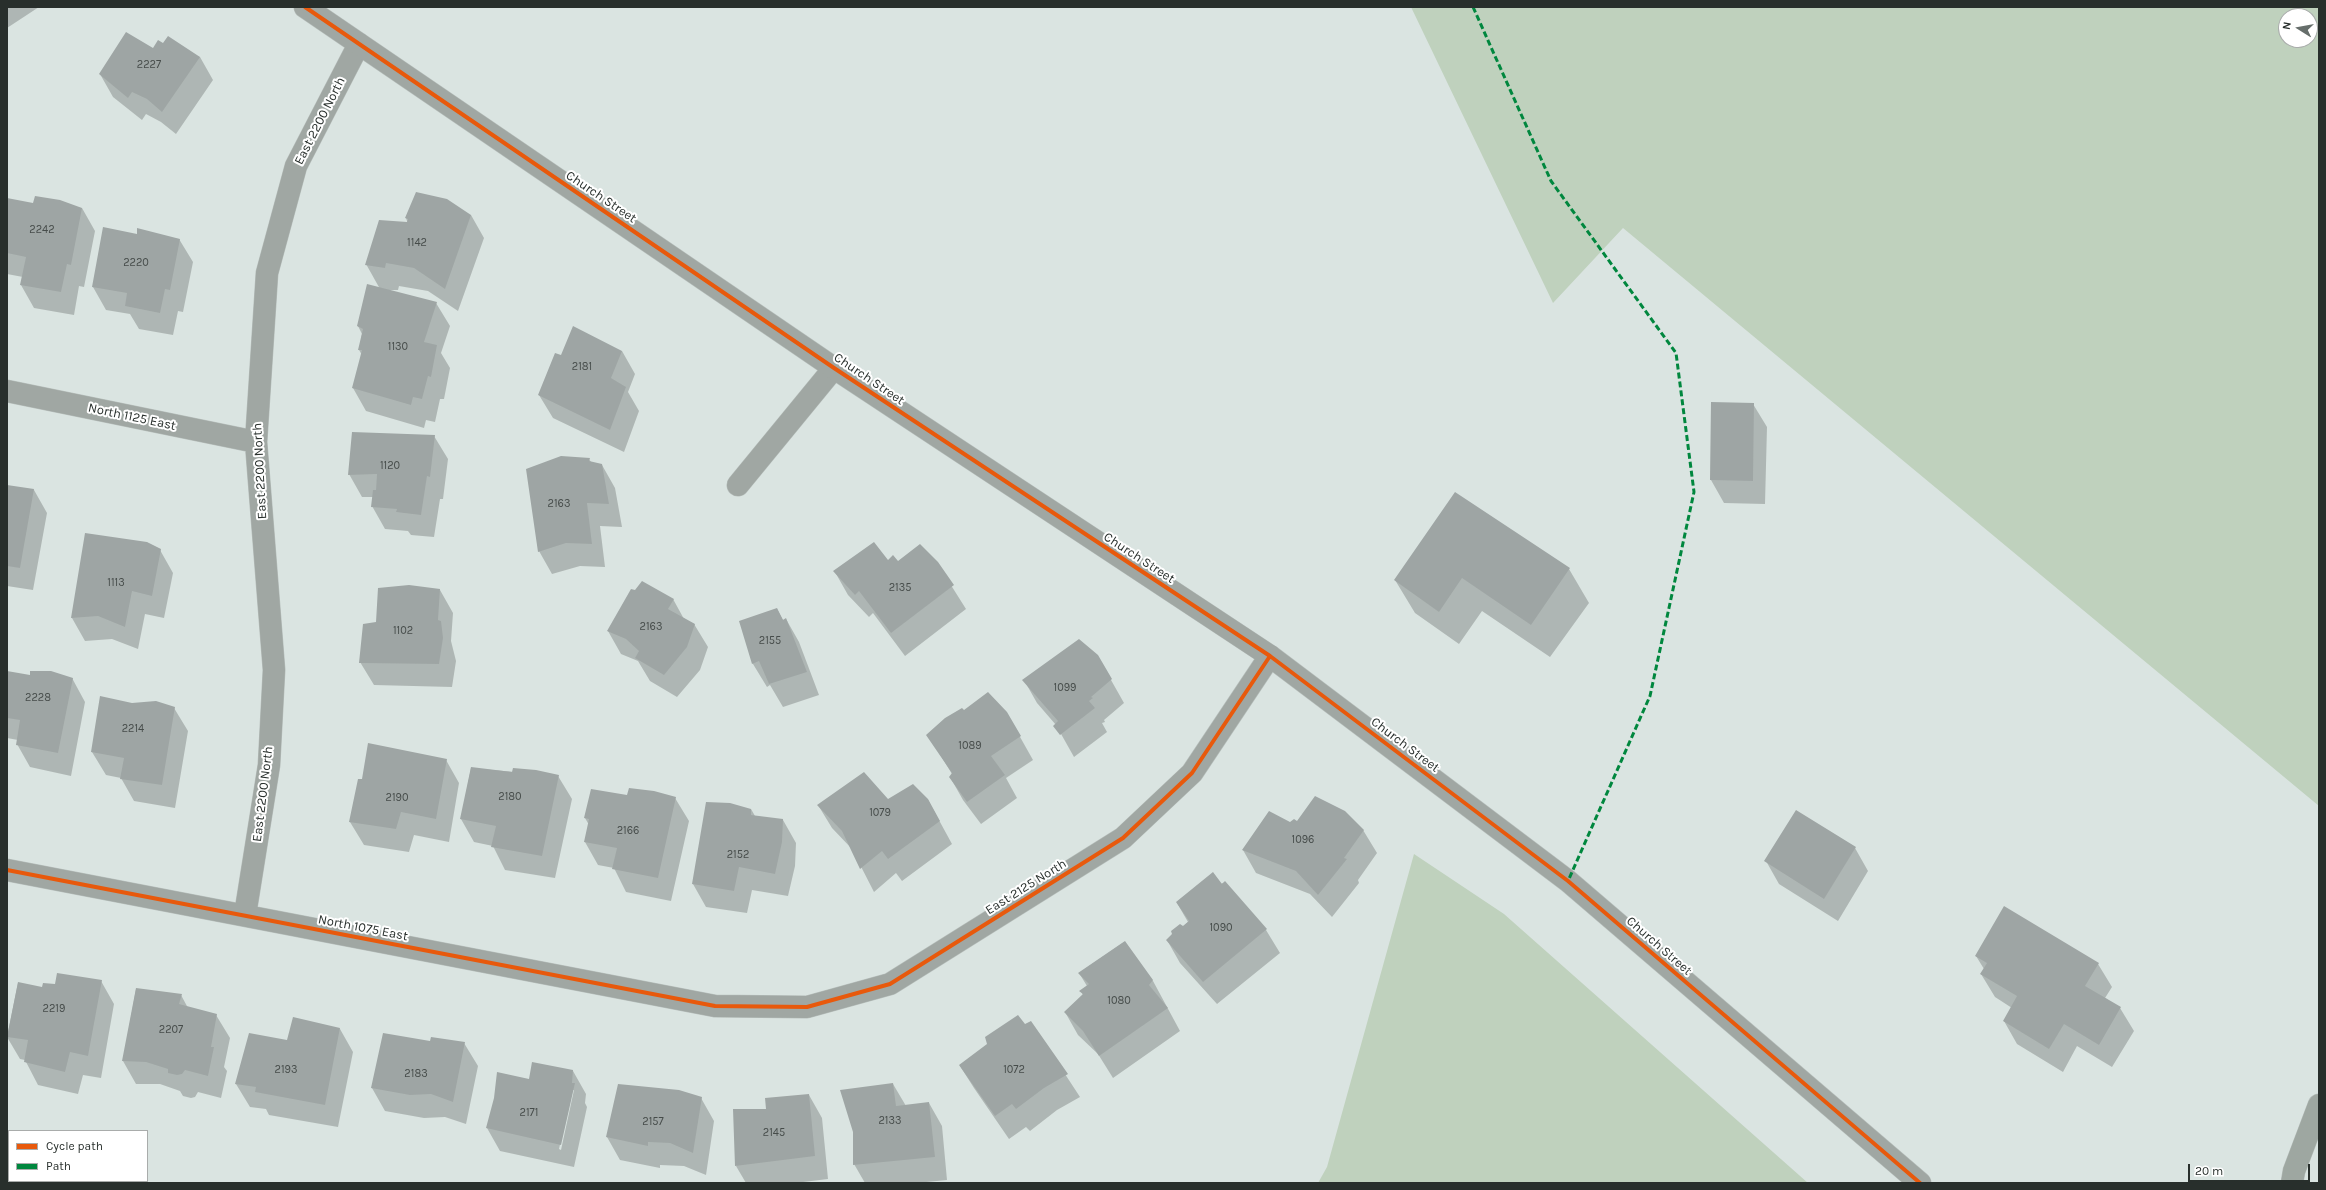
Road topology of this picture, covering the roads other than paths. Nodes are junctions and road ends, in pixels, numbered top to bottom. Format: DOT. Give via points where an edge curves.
graph roads {
  1 [pos="304,7"];
  2 [pos="359,44"];
  3 [pos="834,368"];
  4 [pos="7,391"];
  5 [pos="256,442"];
  6 [pos="738,485"];
  7 [pos="1270,656"];
  8 [pos="7,870"];
  9 [pos="245,916"];
  10 [pos="715,1006"];
  11 [pos="2319,1105"];
  12 [pos="1920,1183"];
  13 [pos="2292,1183"];
  1 -- 2 [label="street, Church Street"];
  2 -- 3 [label="street, Church Street"];
  2 -- 5 [label="street, East 2200 North" via="296,166 267,273"];
  3 -- 6 [label="street, Church Street"];
  3 -- 7 [label="street, Church Street"];
  4 -- 5 [label="street, North 1125 East"];
  5 -- 9 [label="street, East 2200 North" via="274,670 269,765"];
  7 -- 10 [label="street, East 2125 North" via="1192,773 1123,838 890,984 807,1007"];
  7 -- 12 [label="street, Church Street" via="1568,881"];
  8 -- 9 [label="street, North 1075 East"];
  9 -- 10 [label="street, North 1075 East"];
  11 -- 13 [label="main road" via="2294,1171"];
}
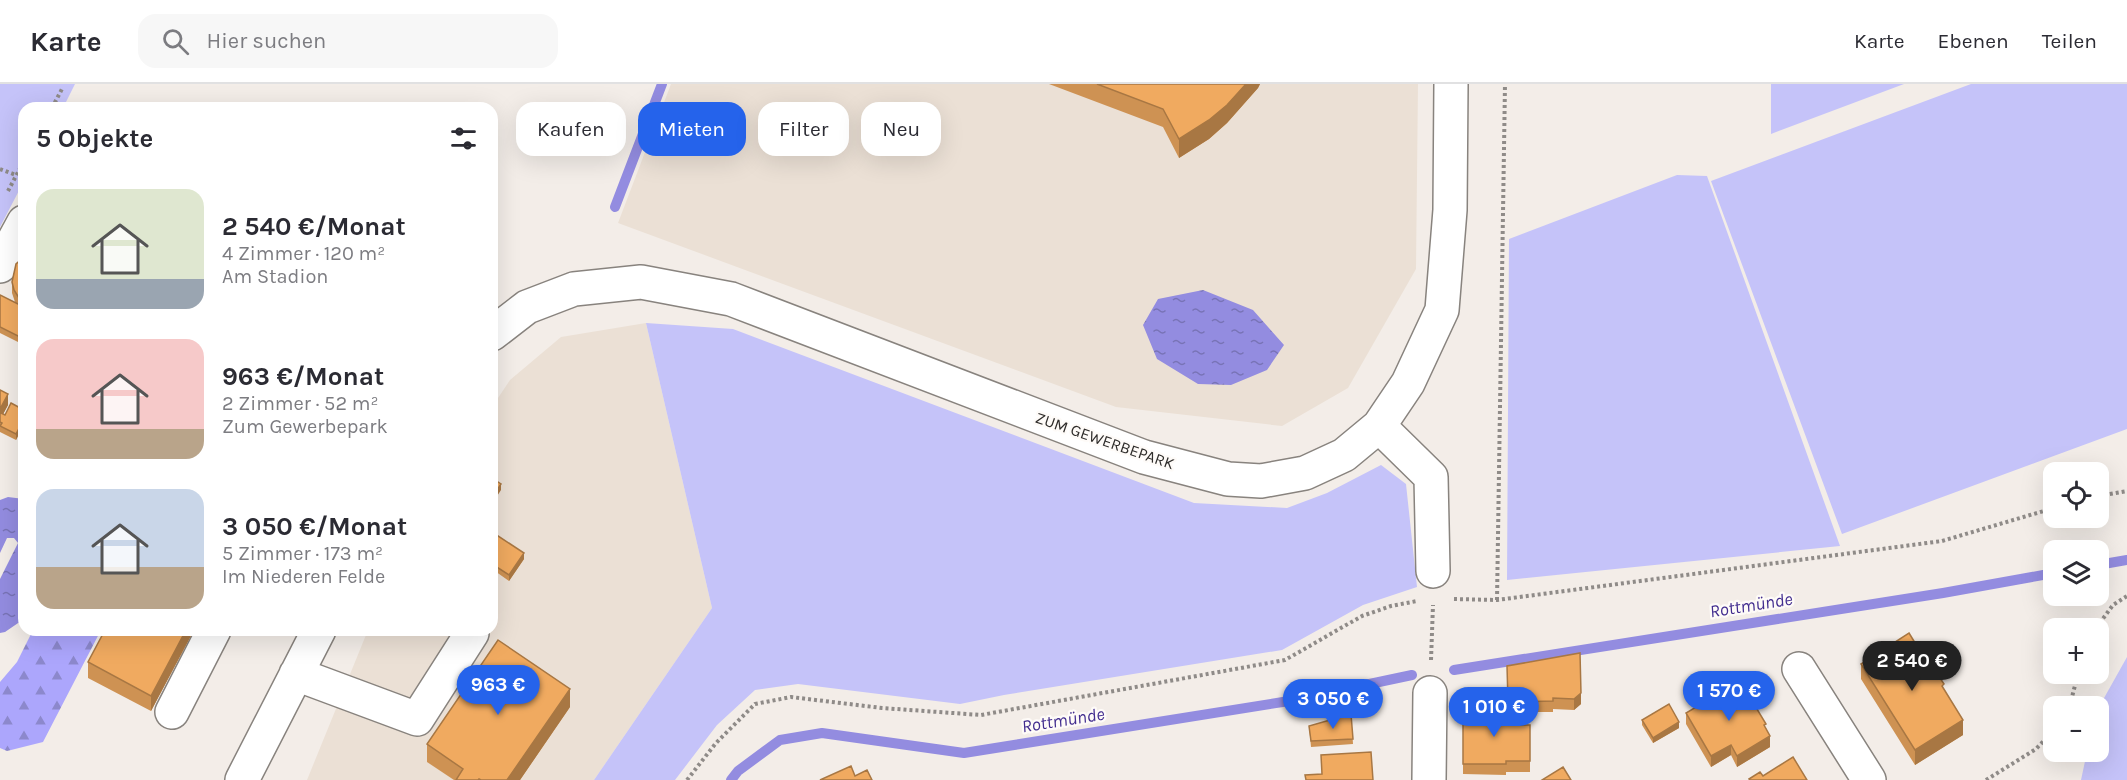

* * *

AIM OF THE TASK ▸ Copy the listing above in full and exactly, but omit each picture that it holds.

EXERCISE SOLUTION ▸
Road topology of this picture, covering the roads other than paths. Nodes are junctions and road ends, in pixels, numbered top to bottom. Format: DOT. Give via points where an edge curves.
graph roads {
  1 [pos="304,7"];
  2 [pos="359,44"];
  3 [pos="834,368"];
  4 [pos="7,391"];
  5 [pos="256,442"];
  6 [pos="738,485"];
  7 [pos="1270,656"];
  8 [pos="7,870"];
  9 [pos="245,916"];
  10 [pos="715,1006"];
  11 [pos="2319,1105"];
  12 [pos="1920,1183"];
  13 [pos="2292,1183"];
  1 -- 2 [label="street, Church Street"];
  2 -- 3 [label="street, Church Street"];
  2 -- 5 [label="street, East 2200 North" via="296,166 267,273"];
  3 -- 6 [label="street, Church Street"];
  3 -- 7 [label="street, Church Street"];
  4 -- 5 [label="street, North 1125 East"];
  5 -- 9 [label="street, East 2200 North" via="274,670 269,765"];
  7 -- 10 [label="street, East 2125 North" via="1192,773 1123,838 890,984 807,1007"];
  7 -- 12 [label="street, Church Street" via="1568,881"];
  8 -- 9 [label="street, North 1075 East"];
  9 -- 10 [label="street, North 1075 East"];
  11 -- 13 [label="main road" via="2294,1171"];
}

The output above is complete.